Constant improvements mean that more features can be added to these
products each year without increasing the price. A desire to do ever
more elaborate things with computers—in particular, to supply and
consume growing volumes of information over the internet—kept people
and companies upgrading. Each time they bought a new machine, it
cost around the same as the previous one, but did a lot more. But
now things are changing, partly because the industry is maturing,
and partly because of the recession. Suddenly there is much more
interest in products that apply the flip side of Moore’s law:
instead of providing ever-increasing performance at a particular
price, they provide a particular level of performance at an
ever-lower price.
The most visible manifestation of this
trend is the rise of the netbook, or small, low-cost laptop.
Netbooks are great for browsing the web on the sofa, or tapping out
a report on the plane. They will not run the latest games, and by
modern standards have limited storage capacity and processing power.

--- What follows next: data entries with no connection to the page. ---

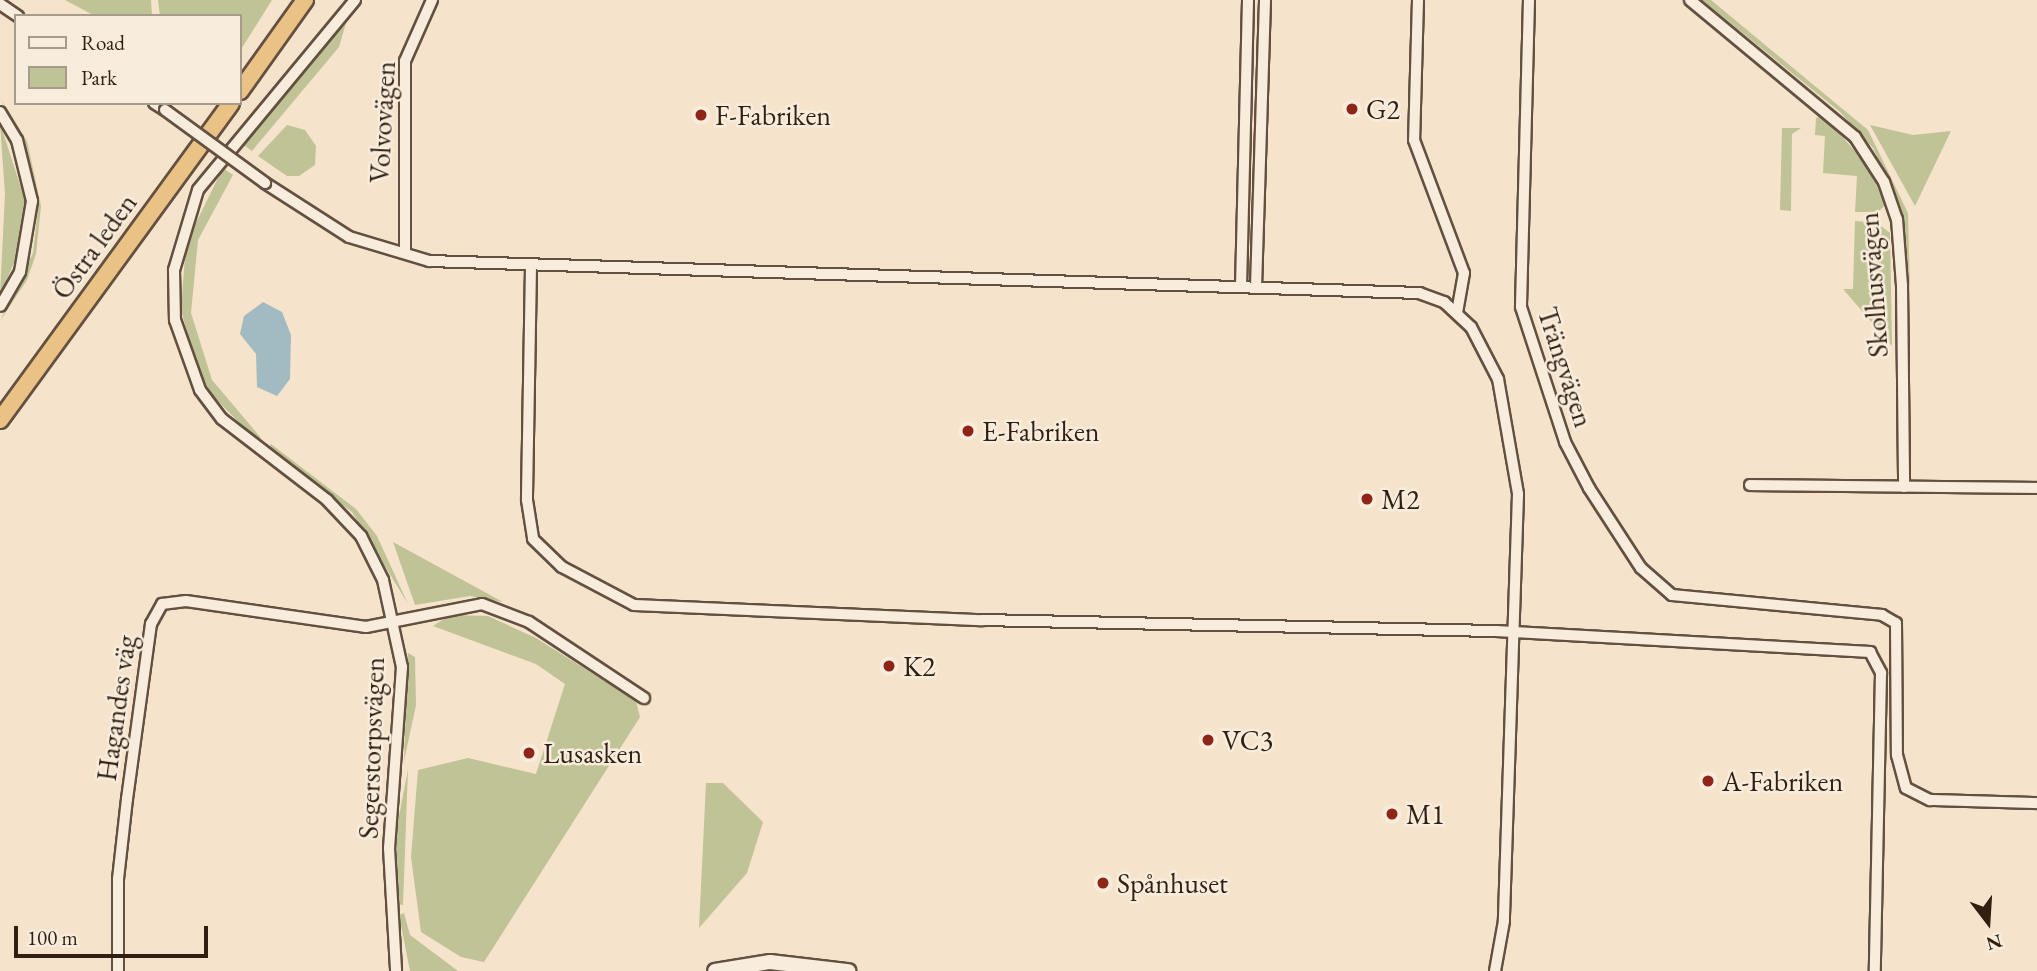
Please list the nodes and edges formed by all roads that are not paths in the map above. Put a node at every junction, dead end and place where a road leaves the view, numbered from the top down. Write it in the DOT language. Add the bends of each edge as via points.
graph roads {
  1 [pos="305,0"];
  2 [pos="355,0"];
  3 [pos="432,0"];
  4 [pos="1248,0"];
  5 [pos="1265,0"];
  6 [pos="1418,0"];
  7 [pos="1529,0"];
  8 [pos="1690,0"];
  9 [pos="0,4"];
  10 [pos="15,14"];
  11 [pos="242,88"];
  12 [pos="157,105"];
  13 [pos="229,105"];
  14 [pos="0,112"];
  15 [pos="405,252"];
  16 [pos="531,267"];
  17 [pos="1241,287"];
  18 [pos="1256,287"];
  19 [pos="0,306"];
  20 [pos="1457,312"];
  21 [pos="0,419"];
  22 [pos="1750,485"];
  23 [pos="1904,487"];
  24 [pos="2037,488"];
  25 [pos="394,622"];
  26 [pos="1513,633"];
  27 [pos="644,698"];
  28 [pos="2037,803"];
  29 [pos="118,971"];
  30 [pos="396,971"];
  31 [pos="715,971"];
  32 [pos="848,971"];
  33 [pos="1495,971"];
  34 [pos="1875,971"];
  1 -- 11 [label="highway"];
  2 -- 25 [label="street, Segerstorpsvägen" via="198,190 174,270 175,320 200,390 222,419 327,500 361,536"];
  3 -- 15 [label="street, Volvovägen" via="405,61"];
  4 -- 17 [label="street"];
  5 -- 18 [label="street"];
  6 -- 20 [label="street" via="1414,140 1464,273"];
  7 -- 28 [label="street, Trängvägen" via="1521,307 1565,442 1641,568 1672,595 1882,615 1896,623 1897,755 1914,796"];
  8 -- 23 [label="street, Skolhusvägen" via="1855,137 1884,182 1897,219 1902,285"];
  9 -- 10 [label="street"];
  12 -- 15 [label="street, bridge" via="349,237"];
  13 -- 21 [label="highway, Östra leden"];
  14 -- 19 [label="street" via="17,140 32,201 20,272"];
  15 -- 16 [label="street" via="429,261"];
  16 -- 17 [label="street"];
  16 -- 26 [label="street" via="530,528 549,558 622,601 727,611"];
  17 -- 18 [label="street"];
  18 -- 20 [label="street" via="1419,293"];
  20 -- 26 [label="street" via="1490,361 1510,425 1518,518"];
  22 -- 23 [label="street"];
  23 -- 24 [label="street"];
  25 -- 27 [label="street, Hagandes väg" via="459,604 500,608"];
  25 -- 29 [label="street, Hagandes väg" via="366,627 186,601 162,604 155,613 118,879"];
  25 -- 30 [label="street, Segerstorpsvägen" via="402,667 390,848"];
  26 -- 33 [label="street" via="1504,921"];
  26 -- 34 [label="street" via="1876,656 1881,673"];
  31 -- 32 [label="main road" via="770,962"];
}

They are, in short, comparable to laptops from two or three years
ago. But they are cheap, costing as little as £150 in Britain and
$250 in America, and they are flying off the shelves: sales of
netbooks increased from 182,000 in 2007 to 11m in 2008, and will
reach 21m this year, according to IDC, a market-research firm. For
common tasks, such as checking e-mail and shopping online, they are
good enough.
Many companies, it seems, would also prefer
computers to get cheaper rather than more powerful. The recession is
hurting the computer industry, albeit not as badly as the bursting
of the dotcom bubble did in 2000-01 (see article), but those
companies that enable their customers to benefit from the flip side
of Moore’s law, and do the same for less, will be best-placed to
ride out the storm. A good example of this is virtualisation: using
software to divide up a single server computer so that it can do the
work of several, and is cheaper to run. The more powerful that
machine, the more computers it can replace and the less, in effect,
each “virtual” machine costs.
The rise of “good enough”
computing
The “good enough” approach also works with
software. Supplying “software as a service”, via the web, as done by
Salesforce.com, NetSuite and Google, among others, usually means
sacrificing the bells and whistles that are offered by conventional
software. Google Docs lacks the fancy features of Microsoft Word,
for example. But hardly anyone uses all those features anyway, and
Google Docs is free. Once again, many users are happy to eschew
higher performance in order to save money. Even Microsoft has
cottoned on: the next version of Windows is intended to do the same
as the last version, Vista, but to run faster and use fewer
resources. If so, it will be the first version of Windows that makes
computers run faster than the previous version. That could be bad
news for computer-makers, since users will be less inclined to
upgrade. But they are less inclined to do so already. Moore’s law
has not been repealed, but more people are taking the dividend it
provides in cash, rather than processor cycles.